But that won’t have much impact on the EU, experts and industry figures argue. To start, they simply don’t believe Trump will actually repeal the signature law if elected — practically speaking, it’s adding manufacturing jobs in red states.
Even if Trump excludes the EU from the IRA’s green goodies, well, Europe isn’t drawing many benefits, anyway. And a full repeal might even help European governments struggling to match America’s subsidy splurge. Essentially, the global cleantech race will continue regardless.
“I just don’t think there’s any chance of it being completely repealed,” said Antoine Vagneur-Jones, a senior analyst at BloombergNEF specializing in the climate-friendly industries dubbed cleantech. “It’ll be very hard for [Trump] to flick a switch and suddenly make it impossible for European companies to access those different incentives.”

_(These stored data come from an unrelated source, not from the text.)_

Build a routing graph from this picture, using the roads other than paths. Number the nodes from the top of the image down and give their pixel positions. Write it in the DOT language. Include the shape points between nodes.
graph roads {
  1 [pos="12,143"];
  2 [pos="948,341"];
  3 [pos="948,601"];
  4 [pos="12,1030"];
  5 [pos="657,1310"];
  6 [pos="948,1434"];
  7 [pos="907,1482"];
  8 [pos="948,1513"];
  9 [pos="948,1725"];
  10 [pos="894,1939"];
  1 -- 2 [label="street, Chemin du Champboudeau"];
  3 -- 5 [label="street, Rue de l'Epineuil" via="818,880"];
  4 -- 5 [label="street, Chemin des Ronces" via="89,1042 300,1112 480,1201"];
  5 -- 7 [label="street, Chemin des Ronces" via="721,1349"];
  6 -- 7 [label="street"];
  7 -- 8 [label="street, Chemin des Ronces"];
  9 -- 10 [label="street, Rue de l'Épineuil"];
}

Of course, the IRA is a small subset of Trump’s promised economic upheaval that could do more damage abroad. The tariff-lover has toyed with a levy on each product entering the United States. Would that push China to flood Europe with more cheap products — a practice already harming EU solar manufacturers? Would Europe’s nascent green tech companies suddenly lose a massive market?
Still, green businesses insist they’re sanguine.
“Economically, it would not be a good idea to remove the IRA as it creates a lot of jobs,” said Walburga Hemetsberger, CEO of Brussels’ SolarPower Europe lobby. Either way, though, “it is a worry that is not our worry.”